5 Responses to “Hugo nominating ballot numbers”

  1. Jonathan C.

    I wonder how many nominating this year were members of last year’s well attended worldcon in the US? Remember both members of the previous as well as the current year’s worldcon can nominate for Hugos.

    What is interesting is the lack of Japanese nominations. Hugely surprising. Hugely disappointing. Did the Japan Worldcon Committee encourage them to participate or did they think that the Hugos were (like the Worldcon) largely a US affair?

    All in all rather sad.

    In terms of the novel nominations, the other point to bear in mind is that not all have been published this side of the Atlantic. Meanwhile had those of us this side of the Pond, in the British Isles, tried to nominate titles that were published here first, we would not have the numbers (having both a smaller population and hence smaller fandom). British authors tend only to make it if they asre published simultaneously on both sides of the Atlantic. As for continental European countries such as France, they have no chance of getting their books in… All part of the same global problem, hence a shame that this year Japan’s best chance, nothing happened.

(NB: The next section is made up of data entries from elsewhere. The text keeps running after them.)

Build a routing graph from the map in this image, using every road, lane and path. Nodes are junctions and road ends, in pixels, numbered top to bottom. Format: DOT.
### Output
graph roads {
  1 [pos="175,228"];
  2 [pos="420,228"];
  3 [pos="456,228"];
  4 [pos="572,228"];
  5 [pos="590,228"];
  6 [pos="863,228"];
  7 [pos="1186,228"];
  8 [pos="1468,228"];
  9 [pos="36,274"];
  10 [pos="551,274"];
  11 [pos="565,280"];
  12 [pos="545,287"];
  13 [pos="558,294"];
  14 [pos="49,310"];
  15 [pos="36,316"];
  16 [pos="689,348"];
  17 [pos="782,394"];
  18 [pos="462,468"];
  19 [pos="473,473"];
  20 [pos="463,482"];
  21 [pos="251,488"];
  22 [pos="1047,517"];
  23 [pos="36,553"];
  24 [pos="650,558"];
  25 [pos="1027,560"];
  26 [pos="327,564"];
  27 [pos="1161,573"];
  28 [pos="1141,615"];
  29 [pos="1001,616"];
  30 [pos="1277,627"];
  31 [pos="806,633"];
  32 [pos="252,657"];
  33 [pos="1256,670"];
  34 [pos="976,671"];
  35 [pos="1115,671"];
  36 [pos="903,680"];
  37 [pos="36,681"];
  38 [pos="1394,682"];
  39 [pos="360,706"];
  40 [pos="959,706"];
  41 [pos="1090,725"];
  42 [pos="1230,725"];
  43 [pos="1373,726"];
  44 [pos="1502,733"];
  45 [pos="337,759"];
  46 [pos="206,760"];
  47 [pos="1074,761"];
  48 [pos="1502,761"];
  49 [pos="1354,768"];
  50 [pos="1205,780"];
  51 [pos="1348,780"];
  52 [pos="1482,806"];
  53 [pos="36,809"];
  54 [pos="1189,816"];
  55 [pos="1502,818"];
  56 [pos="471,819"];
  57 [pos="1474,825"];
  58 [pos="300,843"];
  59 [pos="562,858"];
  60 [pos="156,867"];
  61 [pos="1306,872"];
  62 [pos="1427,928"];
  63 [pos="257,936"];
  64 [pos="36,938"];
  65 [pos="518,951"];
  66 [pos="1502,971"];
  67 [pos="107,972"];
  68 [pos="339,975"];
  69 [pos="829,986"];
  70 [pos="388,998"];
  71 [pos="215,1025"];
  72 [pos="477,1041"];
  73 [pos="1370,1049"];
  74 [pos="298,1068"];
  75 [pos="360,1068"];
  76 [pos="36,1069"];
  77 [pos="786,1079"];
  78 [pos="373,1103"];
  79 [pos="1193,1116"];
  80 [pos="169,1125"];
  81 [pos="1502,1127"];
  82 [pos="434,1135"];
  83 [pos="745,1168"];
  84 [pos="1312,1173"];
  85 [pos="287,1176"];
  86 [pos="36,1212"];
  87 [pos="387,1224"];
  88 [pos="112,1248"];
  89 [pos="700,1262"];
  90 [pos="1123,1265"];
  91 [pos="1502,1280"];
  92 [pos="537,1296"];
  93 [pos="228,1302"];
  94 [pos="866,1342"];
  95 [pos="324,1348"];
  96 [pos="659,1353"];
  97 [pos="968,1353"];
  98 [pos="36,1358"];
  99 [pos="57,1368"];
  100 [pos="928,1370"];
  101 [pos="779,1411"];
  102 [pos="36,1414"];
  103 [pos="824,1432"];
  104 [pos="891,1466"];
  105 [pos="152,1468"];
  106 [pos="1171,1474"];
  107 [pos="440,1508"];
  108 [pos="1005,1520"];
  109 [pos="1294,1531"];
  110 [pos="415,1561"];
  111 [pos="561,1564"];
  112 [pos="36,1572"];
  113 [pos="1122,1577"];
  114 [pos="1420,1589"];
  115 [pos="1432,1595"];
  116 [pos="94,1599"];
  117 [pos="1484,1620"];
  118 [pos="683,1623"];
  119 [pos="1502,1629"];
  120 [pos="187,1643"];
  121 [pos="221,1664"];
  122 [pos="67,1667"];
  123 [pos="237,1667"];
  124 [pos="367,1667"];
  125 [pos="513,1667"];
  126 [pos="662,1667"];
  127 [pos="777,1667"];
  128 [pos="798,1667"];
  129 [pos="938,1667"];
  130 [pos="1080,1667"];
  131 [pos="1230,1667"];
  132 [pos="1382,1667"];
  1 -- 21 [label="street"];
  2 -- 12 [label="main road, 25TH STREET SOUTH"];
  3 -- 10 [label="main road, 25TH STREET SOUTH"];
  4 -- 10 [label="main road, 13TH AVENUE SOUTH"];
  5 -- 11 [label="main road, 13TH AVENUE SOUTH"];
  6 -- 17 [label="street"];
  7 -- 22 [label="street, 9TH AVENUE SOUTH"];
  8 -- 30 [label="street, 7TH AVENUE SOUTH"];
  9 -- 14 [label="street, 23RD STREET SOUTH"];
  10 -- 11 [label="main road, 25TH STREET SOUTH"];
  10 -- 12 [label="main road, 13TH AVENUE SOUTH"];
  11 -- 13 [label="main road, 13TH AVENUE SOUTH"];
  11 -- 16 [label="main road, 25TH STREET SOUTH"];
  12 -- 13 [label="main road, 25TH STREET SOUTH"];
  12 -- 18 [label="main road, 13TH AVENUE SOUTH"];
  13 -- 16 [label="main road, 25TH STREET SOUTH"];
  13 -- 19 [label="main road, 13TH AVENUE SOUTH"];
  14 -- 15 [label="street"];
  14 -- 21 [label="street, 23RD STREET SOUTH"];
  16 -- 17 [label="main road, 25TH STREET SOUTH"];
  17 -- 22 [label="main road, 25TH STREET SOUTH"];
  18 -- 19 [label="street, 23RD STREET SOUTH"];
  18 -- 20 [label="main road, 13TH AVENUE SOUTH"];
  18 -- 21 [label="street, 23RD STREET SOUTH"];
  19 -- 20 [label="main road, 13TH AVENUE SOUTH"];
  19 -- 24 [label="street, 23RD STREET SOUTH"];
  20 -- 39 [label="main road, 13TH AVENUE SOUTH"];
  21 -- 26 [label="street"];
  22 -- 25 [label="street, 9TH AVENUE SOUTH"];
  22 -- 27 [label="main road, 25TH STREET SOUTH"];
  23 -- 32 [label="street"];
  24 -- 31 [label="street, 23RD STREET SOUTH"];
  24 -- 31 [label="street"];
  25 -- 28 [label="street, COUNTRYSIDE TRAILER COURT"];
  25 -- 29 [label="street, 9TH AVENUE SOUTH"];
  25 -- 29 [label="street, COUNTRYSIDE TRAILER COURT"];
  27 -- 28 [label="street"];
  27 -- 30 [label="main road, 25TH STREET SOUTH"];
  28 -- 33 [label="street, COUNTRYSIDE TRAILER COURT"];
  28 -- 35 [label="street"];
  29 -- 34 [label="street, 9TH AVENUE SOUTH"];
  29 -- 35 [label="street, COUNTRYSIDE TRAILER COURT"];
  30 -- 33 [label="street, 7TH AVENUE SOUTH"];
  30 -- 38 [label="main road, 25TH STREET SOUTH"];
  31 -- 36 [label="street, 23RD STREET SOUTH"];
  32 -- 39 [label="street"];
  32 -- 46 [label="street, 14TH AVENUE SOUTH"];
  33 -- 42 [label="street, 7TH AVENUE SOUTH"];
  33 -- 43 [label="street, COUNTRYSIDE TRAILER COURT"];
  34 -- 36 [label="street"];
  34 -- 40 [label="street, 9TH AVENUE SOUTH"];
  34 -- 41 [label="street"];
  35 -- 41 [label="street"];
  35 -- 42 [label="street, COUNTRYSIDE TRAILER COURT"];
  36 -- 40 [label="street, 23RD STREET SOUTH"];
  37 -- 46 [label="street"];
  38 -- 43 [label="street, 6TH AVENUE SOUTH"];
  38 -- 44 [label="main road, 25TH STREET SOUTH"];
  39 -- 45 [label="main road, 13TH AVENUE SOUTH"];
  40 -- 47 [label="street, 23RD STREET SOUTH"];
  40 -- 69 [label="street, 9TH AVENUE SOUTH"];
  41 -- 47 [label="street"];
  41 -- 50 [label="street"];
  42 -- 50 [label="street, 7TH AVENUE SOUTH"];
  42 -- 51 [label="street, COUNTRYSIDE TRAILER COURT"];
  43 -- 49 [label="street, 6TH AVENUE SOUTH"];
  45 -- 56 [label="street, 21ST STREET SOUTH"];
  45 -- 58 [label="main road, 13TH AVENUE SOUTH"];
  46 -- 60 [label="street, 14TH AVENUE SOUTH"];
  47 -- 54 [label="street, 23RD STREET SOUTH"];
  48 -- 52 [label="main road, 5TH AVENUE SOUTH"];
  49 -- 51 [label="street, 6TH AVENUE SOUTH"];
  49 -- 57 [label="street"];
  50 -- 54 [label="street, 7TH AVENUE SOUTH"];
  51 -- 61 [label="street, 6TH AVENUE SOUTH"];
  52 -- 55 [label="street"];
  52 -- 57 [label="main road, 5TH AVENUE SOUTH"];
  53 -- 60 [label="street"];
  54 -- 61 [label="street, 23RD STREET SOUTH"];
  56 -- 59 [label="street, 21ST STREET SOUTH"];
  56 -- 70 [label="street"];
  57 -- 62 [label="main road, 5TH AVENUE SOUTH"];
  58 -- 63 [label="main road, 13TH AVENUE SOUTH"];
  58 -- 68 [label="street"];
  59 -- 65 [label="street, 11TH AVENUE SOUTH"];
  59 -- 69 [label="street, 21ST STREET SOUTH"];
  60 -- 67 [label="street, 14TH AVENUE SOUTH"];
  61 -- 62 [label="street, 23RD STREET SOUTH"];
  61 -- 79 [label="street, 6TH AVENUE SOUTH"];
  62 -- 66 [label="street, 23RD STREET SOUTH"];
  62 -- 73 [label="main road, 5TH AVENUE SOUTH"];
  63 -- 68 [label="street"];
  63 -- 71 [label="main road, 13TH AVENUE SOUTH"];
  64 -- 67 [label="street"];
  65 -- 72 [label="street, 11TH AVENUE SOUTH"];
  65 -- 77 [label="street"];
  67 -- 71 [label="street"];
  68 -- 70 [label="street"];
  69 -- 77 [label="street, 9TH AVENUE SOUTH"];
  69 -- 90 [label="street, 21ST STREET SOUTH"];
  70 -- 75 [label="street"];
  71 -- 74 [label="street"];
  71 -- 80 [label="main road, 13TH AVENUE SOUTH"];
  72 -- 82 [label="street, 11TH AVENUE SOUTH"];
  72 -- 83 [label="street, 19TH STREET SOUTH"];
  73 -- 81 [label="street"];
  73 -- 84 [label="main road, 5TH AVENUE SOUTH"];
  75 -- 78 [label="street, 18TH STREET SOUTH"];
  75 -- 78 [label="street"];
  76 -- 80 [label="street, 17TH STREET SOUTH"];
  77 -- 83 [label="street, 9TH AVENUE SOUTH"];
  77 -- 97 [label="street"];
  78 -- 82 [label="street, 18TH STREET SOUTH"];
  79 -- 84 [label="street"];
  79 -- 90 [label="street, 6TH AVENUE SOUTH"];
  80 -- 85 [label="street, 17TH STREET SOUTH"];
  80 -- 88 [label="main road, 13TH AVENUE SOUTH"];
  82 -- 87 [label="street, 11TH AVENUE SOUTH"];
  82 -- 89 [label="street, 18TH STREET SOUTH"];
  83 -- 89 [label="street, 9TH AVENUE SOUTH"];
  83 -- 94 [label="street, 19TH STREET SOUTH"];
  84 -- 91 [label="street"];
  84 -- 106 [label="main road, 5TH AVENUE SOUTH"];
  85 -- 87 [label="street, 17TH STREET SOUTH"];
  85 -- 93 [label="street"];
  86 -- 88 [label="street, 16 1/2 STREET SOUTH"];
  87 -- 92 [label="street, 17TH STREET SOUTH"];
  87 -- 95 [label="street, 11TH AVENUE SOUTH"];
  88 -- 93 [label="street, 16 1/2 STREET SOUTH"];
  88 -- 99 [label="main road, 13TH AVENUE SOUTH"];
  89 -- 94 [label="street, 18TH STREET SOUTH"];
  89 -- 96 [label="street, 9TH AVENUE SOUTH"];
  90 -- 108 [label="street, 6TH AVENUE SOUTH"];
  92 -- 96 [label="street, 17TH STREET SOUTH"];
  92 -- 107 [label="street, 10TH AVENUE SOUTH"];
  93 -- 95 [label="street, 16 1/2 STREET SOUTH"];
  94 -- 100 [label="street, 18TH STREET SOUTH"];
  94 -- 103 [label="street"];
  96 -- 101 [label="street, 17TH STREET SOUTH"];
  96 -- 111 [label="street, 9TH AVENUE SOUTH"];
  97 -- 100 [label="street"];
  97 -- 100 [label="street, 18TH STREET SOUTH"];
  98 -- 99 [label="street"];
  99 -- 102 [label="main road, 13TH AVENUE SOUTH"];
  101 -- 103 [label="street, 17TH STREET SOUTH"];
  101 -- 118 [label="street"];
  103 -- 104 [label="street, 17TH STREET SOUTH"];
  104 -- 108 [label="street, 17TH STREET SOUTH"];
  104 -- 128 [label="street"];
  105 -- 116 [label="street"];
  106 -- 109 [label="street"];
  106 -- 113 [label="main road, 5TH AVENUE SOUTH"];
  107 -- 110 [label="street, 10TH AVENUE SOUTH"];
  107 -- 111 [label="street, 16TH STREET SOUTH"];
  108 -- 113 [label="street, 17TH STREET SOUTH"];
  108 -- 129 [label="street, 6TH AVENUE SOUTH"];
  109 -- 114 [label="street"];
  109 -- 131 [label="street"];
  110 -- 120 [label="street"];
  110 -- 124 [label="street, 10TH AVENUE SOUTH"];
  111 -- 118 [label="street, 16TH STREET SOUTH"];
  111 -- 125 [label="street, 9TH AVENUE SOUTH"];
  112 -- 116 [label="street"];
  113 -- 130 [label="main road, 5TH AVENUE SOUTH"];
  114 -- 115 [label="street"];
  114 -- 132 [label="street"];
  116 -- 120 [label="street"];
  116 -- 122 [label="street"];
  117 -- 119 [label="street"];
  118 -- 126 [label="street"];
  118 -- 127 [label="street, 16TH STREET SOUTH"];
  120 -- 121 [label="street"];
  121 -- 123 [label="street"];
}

    Jonathan of Concatenation

  2. Jed

    Yeah, the previous year’s attendees are always a factor in nominations, though I don’t think anyone has tracked how much of a factor they are. (I don’t think I’ve ever seen a Hugo administrator release that info, so I suspect they don’t track it, but I could be wrong.) I’ve seen it suggested that there may be a core group of a couple hundred people who usually comprise a substantial fraction of the nominators from year to year, but I don’t know whether anyone has any evidence of that, and it’s probably not possible to determine for sure.

    There’s a theory going around that Japanese congoers tend (even more than Americans) to sign up for cons later rather than earlier, and thus that many of them missed the nomination deadline. But I have no idea whether that’s true.

    For anyone interested in Japanese science fiction, see also the Seiun Award page at Wikipedia.

  3. Kevin Standlee

    British authors tend only to make it if they [are] published simultaneously on both sides of the Atlantic.

    That’s the value of the blanket-eligibility extension (which must be renewed annually, but was renewed and in effect for this year’s Hugos) that gives works published outside the USA an extra year of eligibility when they get first US publication.

  4. Jan Vaněk jr.

    Thanks for the overview. As it happens, the 2001 data are easily available from the official page (I was doing some research on Harry Potter voters; the drop between the number of votes for the winner and 2nd to 5th place is significant). I wanted to write to SMOFInfo so that they add it to their copies, but they have no contact address and I didn’t want to try WHOIS; so I’ll at least leave a link here.

  5. Jed

    Thanks, Jan. However, the 2001 data that I’m looking for isn’t on the official page that you pointed to. I’m not looking for information about the number of ballots in each category; I’m looking for information about the total number of ballots cast, across all categories, and that information isn’t anywhere on the official page as far as I can tell.

    I’ll pass the page you mentioned along to the person in charge of smofinfo, though; thanks for suggesting that.